··· Records for the task
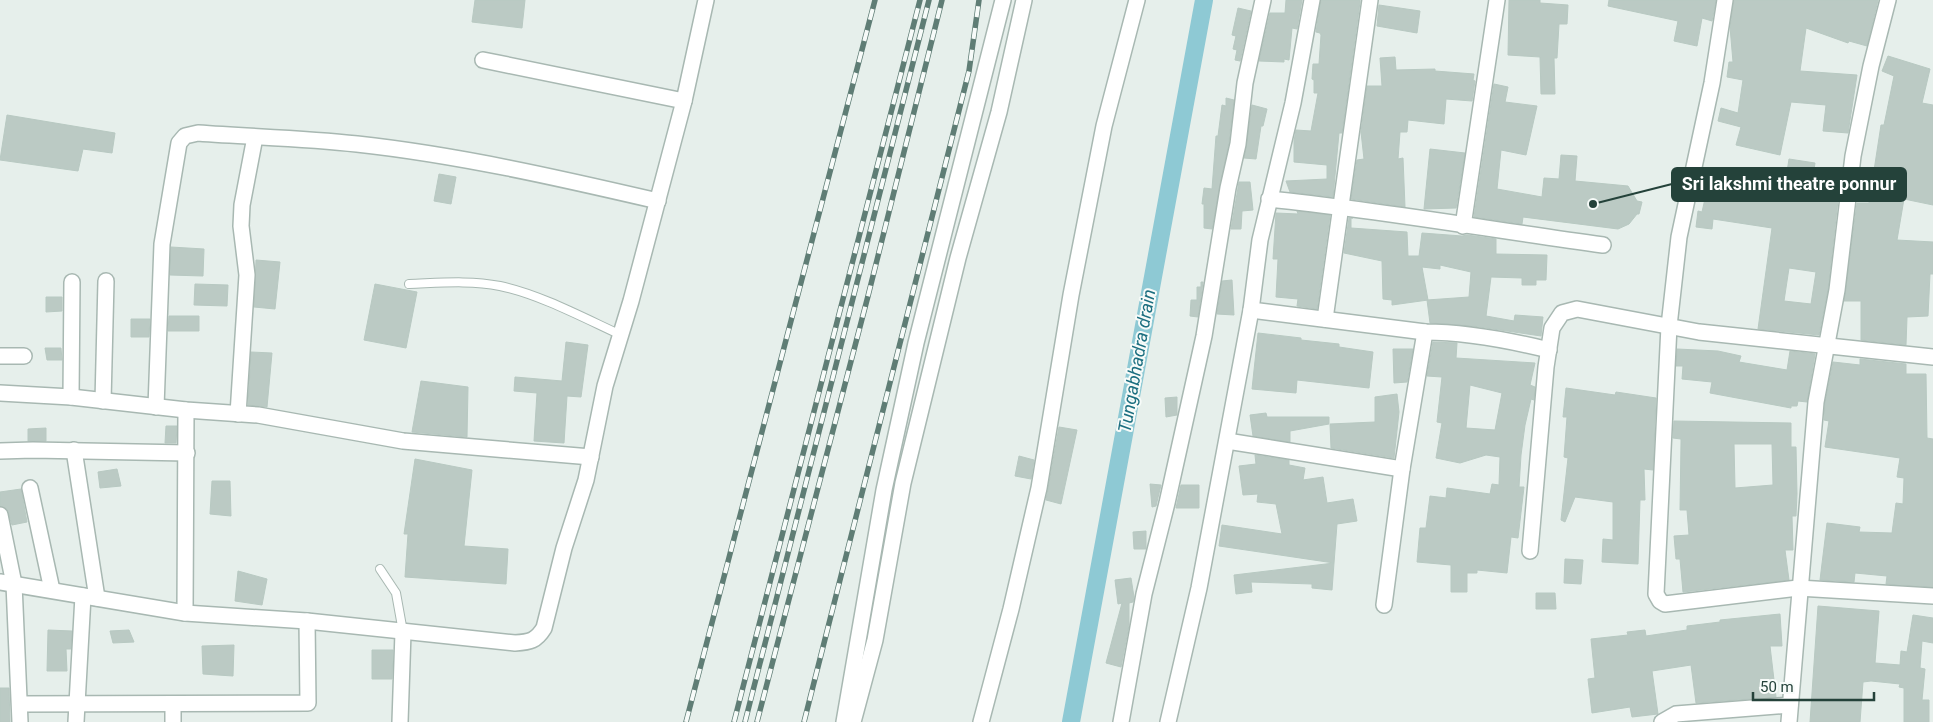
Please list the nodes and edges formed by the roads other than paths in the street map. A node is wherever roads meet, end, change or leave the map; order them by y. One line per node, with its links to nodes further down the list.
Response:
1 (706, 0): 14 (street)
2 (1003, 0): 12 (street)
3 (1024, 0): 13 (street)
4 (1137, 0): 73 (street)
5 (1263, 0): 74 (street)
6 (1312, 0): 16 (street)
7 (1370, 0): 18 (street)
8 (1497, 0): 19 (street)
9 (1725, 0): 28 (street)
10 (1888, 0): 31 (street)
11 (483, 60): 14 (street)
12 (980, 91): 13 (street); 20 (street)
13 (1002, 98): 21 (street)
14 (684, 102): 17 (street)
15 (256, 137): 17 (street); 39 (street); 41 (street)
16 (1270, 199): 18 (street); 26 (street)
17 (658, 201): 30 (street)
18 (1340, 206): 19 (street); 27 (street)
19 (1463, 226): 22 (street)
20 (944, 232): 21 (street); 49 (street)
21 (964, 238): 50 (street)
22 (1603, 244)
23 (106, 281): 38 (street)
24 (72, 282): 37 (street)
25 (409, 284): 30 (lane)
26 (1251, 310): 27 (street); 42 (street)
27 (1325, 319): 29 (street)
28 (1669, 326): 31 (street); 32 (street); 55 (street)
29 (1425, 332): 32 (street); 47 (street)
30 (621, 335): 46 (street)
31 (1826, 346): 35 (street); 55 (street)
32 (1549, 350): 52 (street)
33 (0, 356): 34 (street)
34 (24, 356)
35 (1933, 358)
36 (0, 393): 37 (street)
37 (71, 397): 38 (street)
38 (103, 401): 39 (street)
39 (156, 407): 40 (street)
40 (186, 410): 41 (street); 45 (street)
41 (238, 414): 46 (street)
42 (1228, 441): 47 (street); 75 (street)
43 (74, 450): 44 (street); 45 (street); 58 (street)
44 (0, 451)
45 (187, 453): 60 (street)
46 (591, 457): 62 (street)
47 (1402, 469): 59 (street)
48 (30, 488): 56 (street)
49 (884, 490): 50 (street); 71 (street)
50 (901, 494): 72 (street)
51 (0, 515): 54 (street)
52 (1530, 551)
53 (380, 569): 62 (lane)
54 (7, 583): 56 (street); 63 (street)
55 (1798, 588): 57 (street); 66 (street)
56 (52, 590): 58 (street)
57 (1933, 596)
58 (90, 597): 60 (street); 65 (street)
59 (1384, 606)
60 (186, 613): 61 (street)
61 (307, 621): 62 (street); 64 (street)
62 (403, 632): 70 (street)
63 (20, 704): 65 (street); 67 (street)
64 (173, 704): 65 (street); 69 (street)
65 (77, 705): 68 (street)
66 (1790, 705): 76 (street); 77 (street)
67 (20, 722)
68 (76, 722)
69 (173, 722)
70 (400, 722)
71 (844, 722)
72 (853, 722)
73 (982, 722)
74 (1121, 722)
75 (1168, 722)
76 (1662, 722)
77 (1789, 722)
······
=== What you should do ===
Any picture found in the data is to be skipped while the rest is copied exactly.

=== Result below ===
Please list the nodes and edges formed by the roads other than paths in the street map. A node is wherever roads meet, end, change or leave the map; order them by y. One line per node, with its links to nodes further down the list.
Response:
1 (706, 0): 14 (street)
2 (1003, 0): 12 (street)
3 (1024, 0): 13 (street)
4 (1137, 0): 73 (street)
5 (1263, 0): 74 (street)
6 (1312, 0): 16 (street)
7 (1370, 0): 18 (street)
8 (1497, 0): 19 (street)
9 (1725, 0): 28 (street)
10 (1888, 0): 31 (street)
11 (483, 60): 14 (street)
12 (980, 91): 13 (street); 20 (street)
13 (1002, 98): 21 (street)
14 (684, 102): 17 (street)
15 (256, 137): 17 (street); 39 (street); 41 (street)
16 (1270, 199): 18 (street); 26 (street)
17 (658, 201): 30 (street)
18 (1340, 206): 19 (street); 27 (street)
19 (1463, 226): 22 (street)
20 (944, 232): 21 (street); 49 (street)
21 (964, 238): 50 (street)
22 (1603, 244)
23 (106, 281): 38 (street)
24 (72, 282): 37 (street)
25 (409, 284): 30 (lane)
26 (1251, 310): 27 (street); 42 (street)
27 (1325, 319): 29 (street)
28 (1669, 326): 31 (street); 32 (street); 55 (street)
29 (1425, 332): 32 (street); 47 (street)
30 (621, 335): 46 (street)
31 (1826, 346): 35 (street); 55 (street)
32 (1549, 350): 52 (street)
33 (0, 356): 34 (street)
34 (24, 356)
35 (1933, 358)
36 (0, 393): 37 (street)
37 (71, 397): 38 (street)
38 (103, 401): 39 (street)
39 (156, 407): 40 (street)
40 (186, 410): 41 (street); 45 (street)
41 (238, 414): 46 (street)
42 (1228, 441): 47 (street); 75 (street)
43 (74, 450): 44 (street); 45 (street); 58 (street)
44 (0, 451)
45 (187, 453): 60 (street)
46 (591, 457): 62 (street)
47 (1402, 469): 59 (street)
48 (30, 488): 56 (street)
49 (884, 490): 50 (street); 71 (street)
50 (901, 494): 72 (street)
51 (0, 515): 54 (street)
52 (1530, 551)
53 (380, 569): 62 (lane)
54 (7, 583): 56 (street); 63 (street)
55 (1798, 588): 57 (street); 66 (street)
56 (52, 590): 58 (street)
57 (1933, 596)
58 (90, 597): 60 (street); 65 (street)
59 (1384, 606)
60 (186, 613): 61 (street)
61 (307, 621): 62 (street); 64 (street)
62 (403, 632): 70 (street)
63 (20, 704): 65 (street); 67 (street)
64 (173, 704): 65 (street); 69 (street)
65 (77, 705): 68 (street)
66 (1790, 705): 76 (street); 77 (street)
67 (20, 722)
68 (76, 722)
69 (173, 722)
70 (400, 722)
71 (844, 722)
72 (853, 722)
73 (982, 722)
74 (1121, 722)
75 (1168, 722)
76 (1662, 722)
77 (1789, 722)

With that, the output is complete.